» **What is expected**
Out of the entries that follow, copy each line containing "above".

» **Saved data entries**
• • • • •

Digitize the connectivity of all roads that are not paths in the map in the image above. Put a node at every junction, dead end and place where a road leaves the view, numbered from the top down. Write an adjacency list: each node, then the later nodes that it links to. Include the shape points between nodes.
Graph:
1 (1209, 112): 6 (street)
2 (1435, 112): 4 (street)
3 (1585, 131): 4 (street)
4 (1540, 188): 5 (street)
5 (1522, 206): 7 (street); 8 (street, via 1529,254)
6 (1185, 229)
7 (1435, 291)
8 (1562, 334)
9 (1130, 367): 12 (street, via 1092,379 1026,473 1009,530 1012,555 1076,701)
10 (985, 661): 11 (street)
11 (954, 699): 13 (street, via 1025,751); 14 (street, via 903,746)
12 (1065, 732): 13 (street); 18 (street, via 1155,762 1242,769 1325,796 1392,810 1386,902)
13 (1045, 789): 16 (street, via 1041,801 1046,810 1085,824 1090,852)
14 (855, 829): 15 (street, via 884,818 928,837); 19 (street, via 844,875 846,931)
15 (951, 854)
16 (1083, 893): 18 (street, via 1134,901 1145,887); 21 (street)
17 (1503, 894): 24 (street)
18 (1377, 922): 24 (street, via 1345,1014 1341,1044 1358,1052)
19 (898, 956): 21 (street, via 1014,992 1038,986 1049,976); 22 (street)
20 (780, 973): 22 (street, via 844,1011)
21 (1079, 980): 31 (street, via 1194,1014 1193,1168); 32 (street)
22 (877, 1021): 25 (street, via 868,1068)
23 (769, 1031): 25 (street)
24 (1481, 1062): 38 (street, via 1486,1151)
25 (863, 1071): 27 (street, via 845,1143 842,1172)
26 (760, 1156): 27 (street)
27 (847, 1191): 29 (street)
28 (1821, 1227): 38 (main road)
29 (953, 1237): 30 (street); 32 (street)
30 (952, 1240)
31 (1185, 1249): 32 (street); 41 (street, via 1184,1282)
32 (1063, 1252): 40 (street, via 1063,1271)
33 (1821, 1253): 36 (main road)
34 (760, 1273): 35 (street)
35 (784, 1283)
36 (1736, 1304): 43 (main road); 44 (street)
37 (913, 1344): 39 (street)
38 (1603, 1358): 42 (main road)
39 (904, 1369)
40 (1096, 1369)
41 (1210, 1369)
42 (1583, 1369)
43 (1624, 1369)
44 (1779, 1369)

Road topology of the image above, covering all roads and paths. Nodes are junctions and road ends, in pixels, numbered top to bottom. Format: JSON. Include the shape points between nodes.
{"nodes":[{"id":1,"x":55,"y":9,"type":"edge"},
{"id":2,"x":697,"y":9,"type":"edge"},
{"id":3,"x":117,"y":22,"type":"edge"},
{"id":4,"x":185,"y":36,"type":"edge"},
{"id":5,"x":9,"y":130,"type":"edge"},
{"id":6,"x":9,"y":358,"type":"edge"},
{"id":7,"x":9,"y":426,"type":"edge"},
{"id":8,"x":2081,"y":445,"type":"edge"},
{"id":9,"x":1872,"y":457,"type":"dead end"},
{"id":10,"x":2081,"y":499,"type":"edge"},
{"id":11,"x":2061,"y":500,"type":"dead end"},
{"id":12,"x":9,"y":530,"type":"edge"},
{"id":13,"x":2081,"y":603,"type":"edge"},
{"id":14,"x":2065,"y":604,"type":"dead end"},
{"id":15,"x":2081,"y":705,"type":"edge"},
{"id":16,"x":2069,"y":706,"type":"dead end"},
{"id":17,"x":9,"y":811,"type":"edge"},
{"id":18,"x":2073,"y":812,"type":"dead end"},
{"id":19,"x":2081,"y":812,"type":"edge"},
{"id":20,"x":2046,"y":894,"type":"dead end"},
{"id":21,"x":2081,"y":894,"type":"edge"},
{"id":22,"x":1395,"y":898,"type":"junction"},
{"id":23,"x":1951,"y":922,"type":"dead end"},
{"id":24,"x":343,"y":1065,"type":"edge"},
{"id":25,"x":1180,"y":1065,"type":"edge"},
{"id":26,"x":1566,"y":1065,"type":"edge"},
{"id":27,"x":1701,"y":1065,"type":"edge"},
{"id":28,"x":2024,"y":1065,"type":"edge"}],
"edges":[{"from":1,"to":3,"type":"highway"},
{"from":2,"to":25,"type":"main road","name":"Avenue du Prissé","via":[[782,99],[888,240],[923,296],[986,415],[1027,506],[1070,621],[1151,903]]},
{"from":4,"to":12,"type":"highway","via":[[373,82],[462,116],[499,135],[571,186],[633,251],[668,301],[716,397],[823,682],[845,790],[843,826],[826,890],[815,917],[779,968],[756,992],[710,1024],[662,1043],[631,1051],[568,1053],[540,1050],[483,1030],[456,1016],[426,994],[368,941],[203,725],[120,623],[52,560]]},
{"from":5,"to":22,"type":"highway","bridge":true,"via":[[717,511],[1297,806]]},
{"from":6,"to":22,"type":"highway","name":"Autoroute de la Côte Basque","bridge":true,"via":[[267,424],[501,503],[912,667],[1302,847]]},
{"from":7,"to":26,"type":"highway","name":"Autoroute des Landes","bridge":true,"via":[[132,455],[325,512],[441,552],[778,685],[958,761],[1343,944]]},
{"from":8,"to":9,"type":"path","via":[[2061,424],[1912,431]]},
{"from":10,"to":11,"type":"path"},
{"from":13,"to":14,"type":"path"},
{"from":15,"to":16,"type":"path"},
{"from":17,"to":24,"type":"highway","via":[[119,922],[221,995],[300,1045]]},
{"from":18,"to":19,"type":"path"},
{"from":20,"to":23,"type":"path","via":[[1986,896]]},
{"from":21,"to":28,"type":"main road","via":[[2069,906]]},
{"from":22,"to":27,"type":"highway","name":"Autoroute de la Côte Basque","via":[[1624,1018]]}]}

• • • • •

» **Solution to the problem**
Digitize the connectivity of all roads that are not paths in the map in the image above. Put a node at every junction, dead end and place where a road leaves the view, numbered from the top down. Write an adjacency list: each node, then the later nodes that it links to. Include the shape points between nodes.
Road topology of the image above, covering all roads and paths. Nodes are junctions and road ends, in pixels, numbered top to bottom. Format: JSON. Include the shape points between nodes.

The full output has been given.